Saf çoban bu şakaya inanır. Küslüğünün derecesini anlatmak için:
-Daha o bir şey mi? Beklesinler de bir görsünler. Ben bu keçileri güdüp sonunda aylığımı da almayacağım, der.
Yazıyı Emekli Amca’nın bilgisayarında ben de okudum. Sanki dünyanın en önemli olayı olmuştu. Sanki dünyanın en tanınmış kişisi bendim. Sonra resmimi gören tanıdıklar yazıyı beğendiler, güzel yorumlar yaptılar. Sonraki günlerde başka öykülerimi de paylaştık aynı sayfada. Beni, yazılarımı herkes değilse bile birçok kişi tanıdı. Beğenenler, yorum yapanlar oldu. Bu beğenenleri, yorumları tekrar tekrar açıp baktık. Bunlar benim çok hoşuma gitti. Yeniden çok ve daha güzel yazma isteği duydum. Emekli Amca’ya sordum:
“Peki, yazıların daha güzel olması için ne yapmamız gerek?”
“Başkalarının yazdığı daha güzel yazıları okuyup incelemek gerek. Başkalarının yazdığı yazıları okuyunca beğenirsen senin için o yazı bir esin kaynağı olur.
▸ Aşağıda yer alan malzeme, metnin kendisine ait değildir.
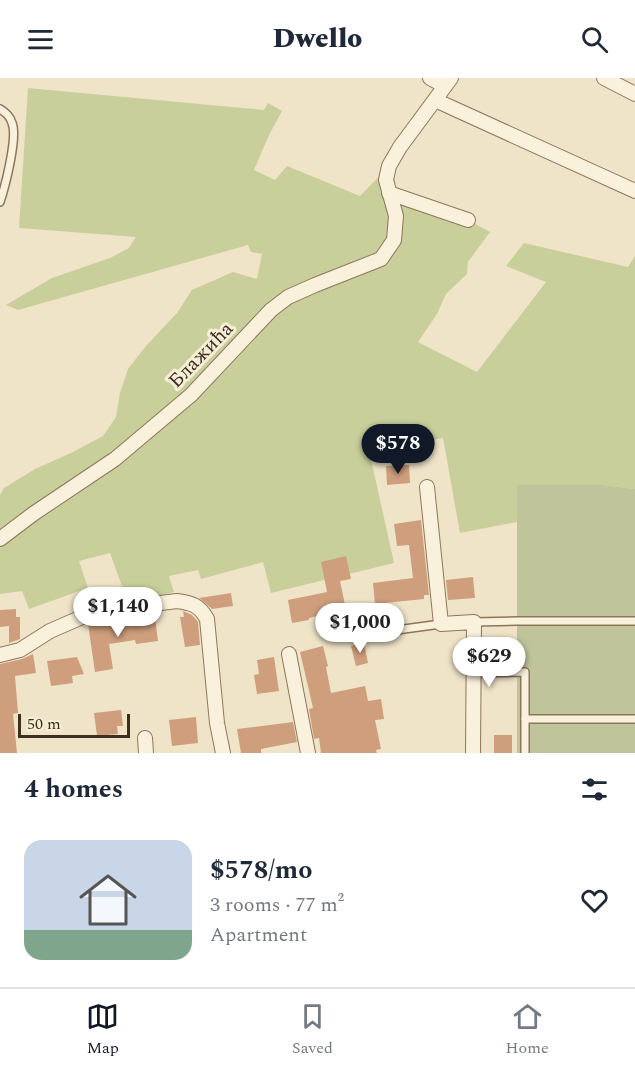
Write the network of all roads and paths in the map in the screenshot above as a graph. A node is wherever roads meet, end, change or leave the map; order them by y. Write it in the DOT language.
graph roads {
  1 [pos="430,78"];
  2 [pos="604,78"];
  3 [pos="448,82"];
  4 [pos="635,94"];
  5 [pos="435,99"];
  6 [pos="0,109"];
  7 [pos="635,191"];
  8 [pos="389,193"];
  9 [pos="0,202"];
  10 [pos="468,220"];
  11 [pos="427,487"];
  12 [pos="0,539"];
  13 [pos="635,621"];
  14 [pos="474,622"];
  15 [pos="441,624"];
  16 [pos="360,635"];
  17 [pos="290,654"];
  18 [pos="0,655"];
  19 [pos="473,673"];
  20 [pos="525,719"];
  21 [pos="635,719"];
  22 [pos="145,738"];
  23 [pos="146,753"];
  24 [pos="223,753"];
  25 [pos="308,753"];
  26 [pos="473,753"];
  27 [pos="525,753"];
  1 -- 3 [label="street"];
  2 -- 4 [label="street"];
  3 -- 5 [label="street, Блажића"];
  5 -- 7 [label="street"];
  5 -- 8 [label="street, Блажића"];
  6 -- 9 [label="lane"];
  8 -- 10 [label="street"];
  8 -- 12 [label="street, Блажића"];
  11 -- 15 [label="street"];
  13 -- 14 [label="lane"];
  14 -- 15 [label="street"];
  14 -- 19 [label="street"];
  15 -- 16 [label="lane"];
  17 -- 25 [label="street"];
  18 -- 24 [label="street"];
  19 -- 20 [label="lane"];
  19 -- 26 [label="street"];
  20 -- 21 [label="lane"];
  20 -- 27 [label="lane"];
  22 -- 23 [label="street"];
}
Aklına yeni şeyler gelir. ‘Filan olayı ben de böyle güzel yazabilirim.’ diye düşünürsün. Hem çok okur hem çok yazarsan yazıların düzelir, güzel olur.”
“Emekli amca sen iş çıkardın bana yahu! Şimdi kitap da mı okumam gerekli?”
“Kitap okumadan güzel yazı yazılmaz. Memnun değilsen vazgeçersin.”
“Hayır hayır. Vazgeçmem artık ben bu işten. Yazı yazmaya başlayalı can sıkıntısından kurtuldum. Yaşama sevinci buldum. Kendime saygım arttı. Bir işe yaramak ne güzelmiş. Senin var olduğunu başkalarının bilmesi ne güzelmiş.”
“O zaman yola devam!”
“Beraber çıktık biz bu yollara!”
“Tamam, beraber devam edelim.”
…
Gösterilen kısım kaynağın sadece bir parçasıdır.